Figure 1

Npas4 expression during neural differentiation of ESCs. (A) RT-PCR analysis was used to determine the temporal expression profile of Npas4 mRNA in relation to various marker genes during N2B27 differentiation of mESCs (n = 3). Primers to the reference gene β-actin were used as a loading control. The negative control reaction (−) contained water in place of template cDNA. (B) The changes in Npas4 expression during N2B27 differentiation were quantified using qRT-PCR. At each time point Npas4 expression was normalized to β-actin expression and fold changes are relative to Day 0 (undifferentiated mESCs). Mean values and standard deviations of three independent experiments (n = 3) are displayed. (C) In situ hybridization analysis of Npas4 mRNA expression at Day 4 of N2B27 differentiation of mESCs. Representative images of differentiating colonies from two independent experiments (n = 2) are shown. Top panel - Npas4 antisense probe; Bottom panel - Npas4 sense probe. Scale bar = 100 μm. (D) Immunoblotting was used to determine the temporal expression profile of the Npas4 protein during N2B27 differentiation of mESCs. An antibody to the reference protein β-actin was used as a loading control (n = 3). (E) Immunoblotting was used to determine the temporal expression profile of Sox1 in the 46C cell line (using an antibody to GFP) and βIII tubulin during N2B27 differentiation of mESCs.
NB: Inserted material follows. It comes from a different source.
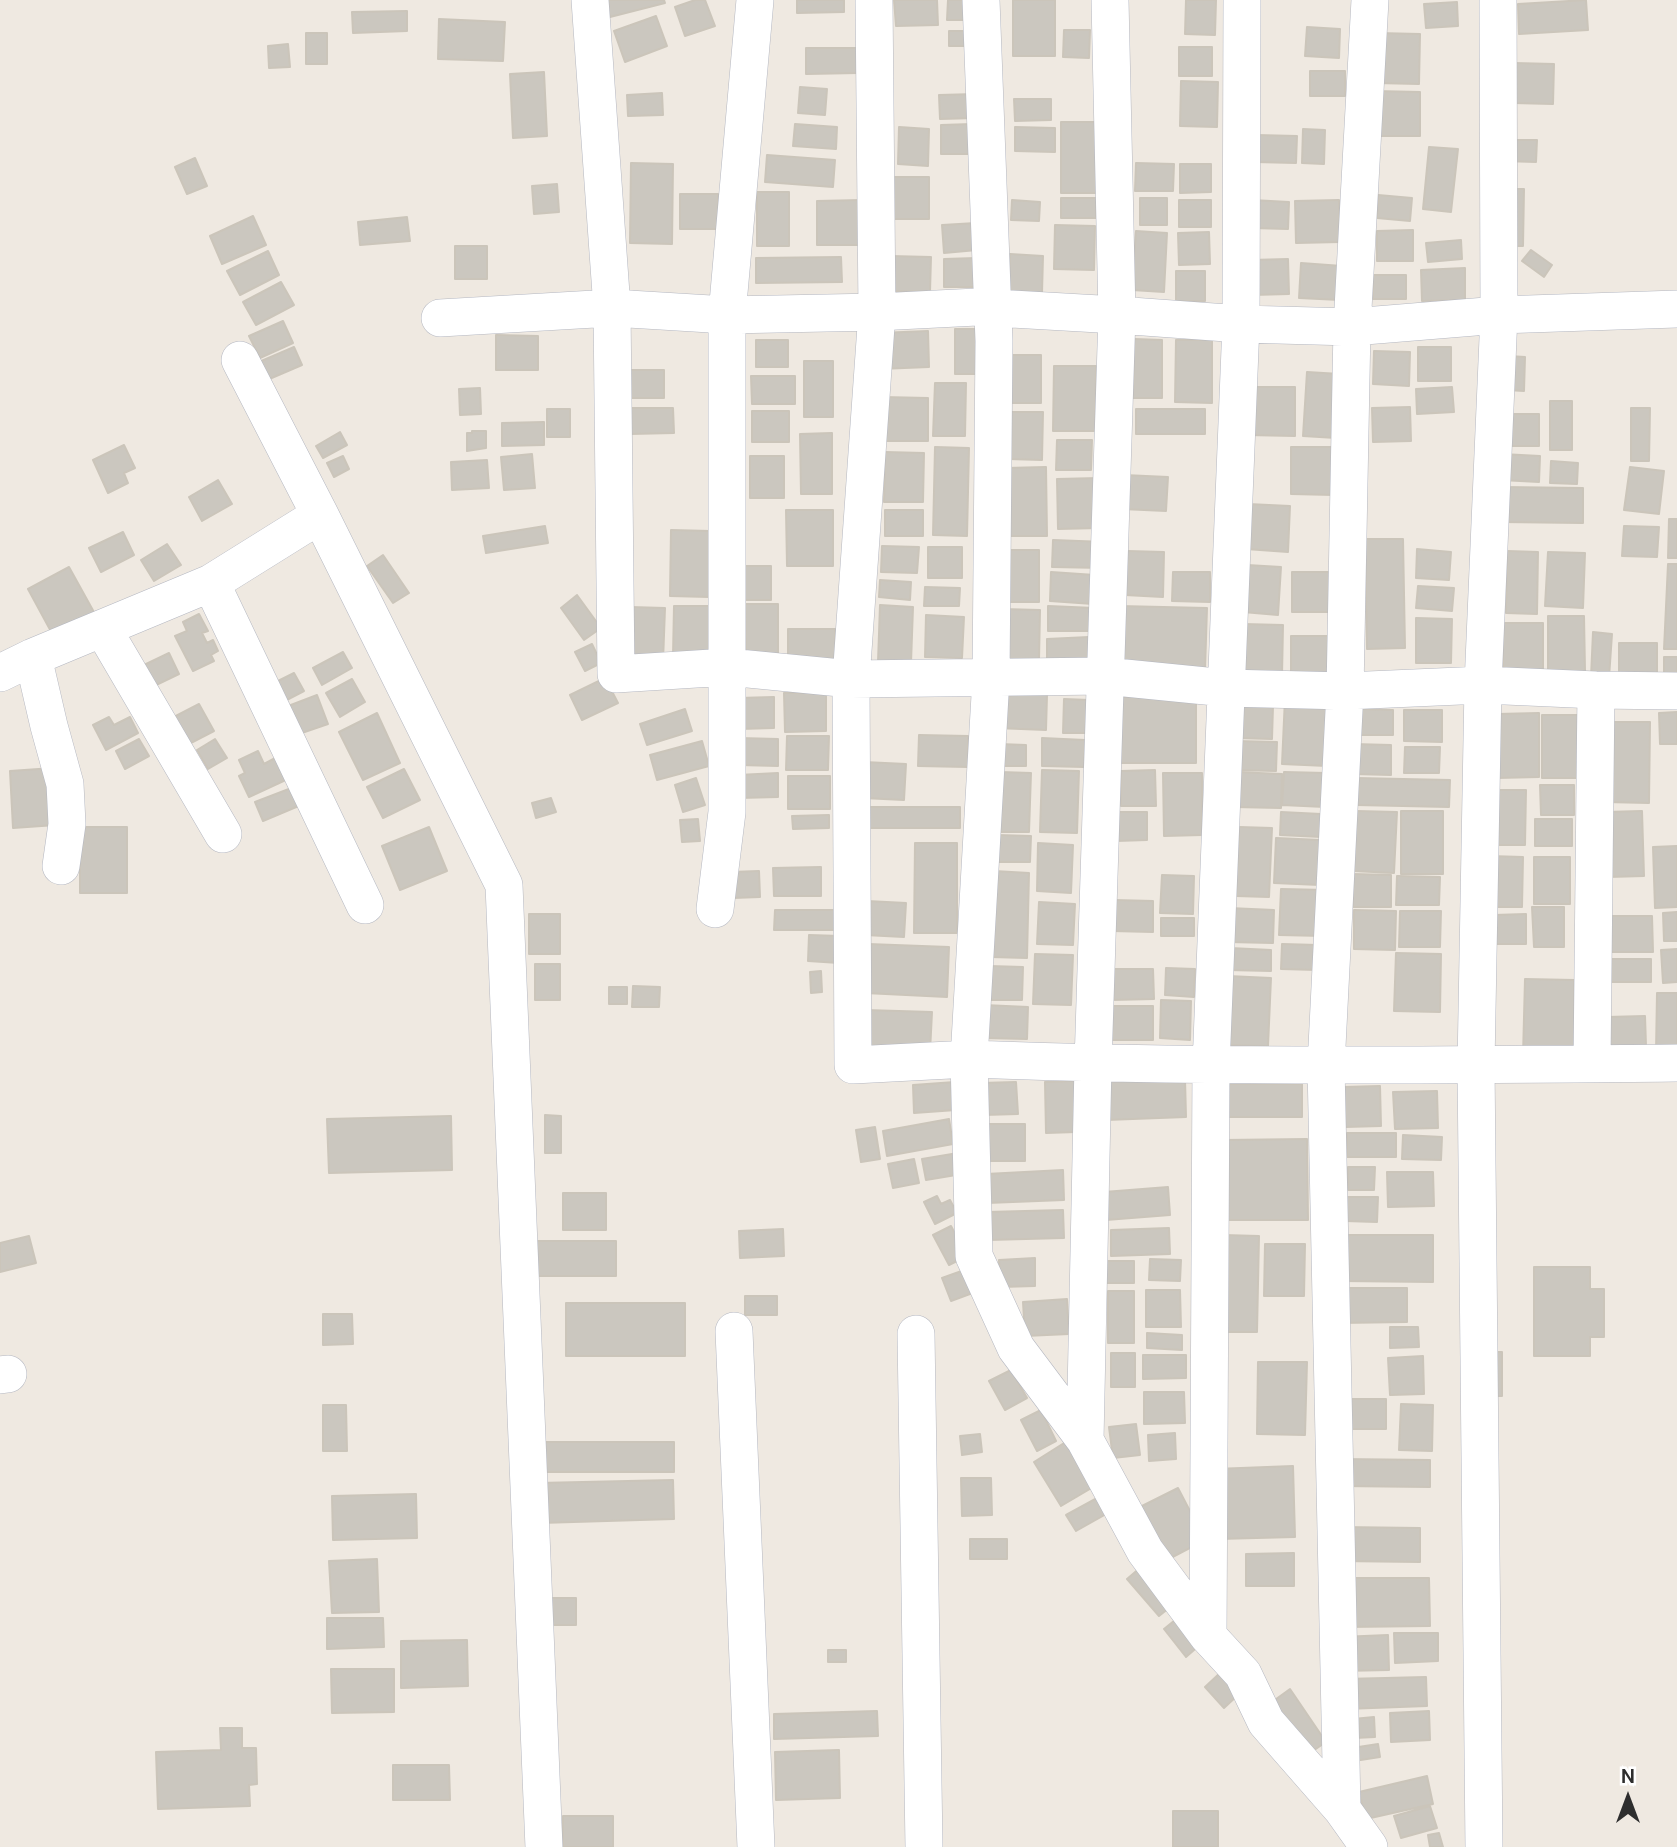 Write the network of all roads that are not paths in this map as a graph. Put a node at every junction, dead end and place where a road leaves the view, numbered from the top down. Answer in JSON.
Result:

An antibody to the reference protein β-actin was used as a loading control (n = 3). (F) RT-PCR analysis of NPAS4 mRNA in relation to various marker genes during Noggin-induced neural differentiation of hESCs (n = 3). Primers to the reference gene β-ACTIN were used as a loading control. The negative control reaction (−) contained water in place of template cDNA. hESCs, human embryonic stem cells; mESCs, mouse embryonic stem cells; NS, neurospheres.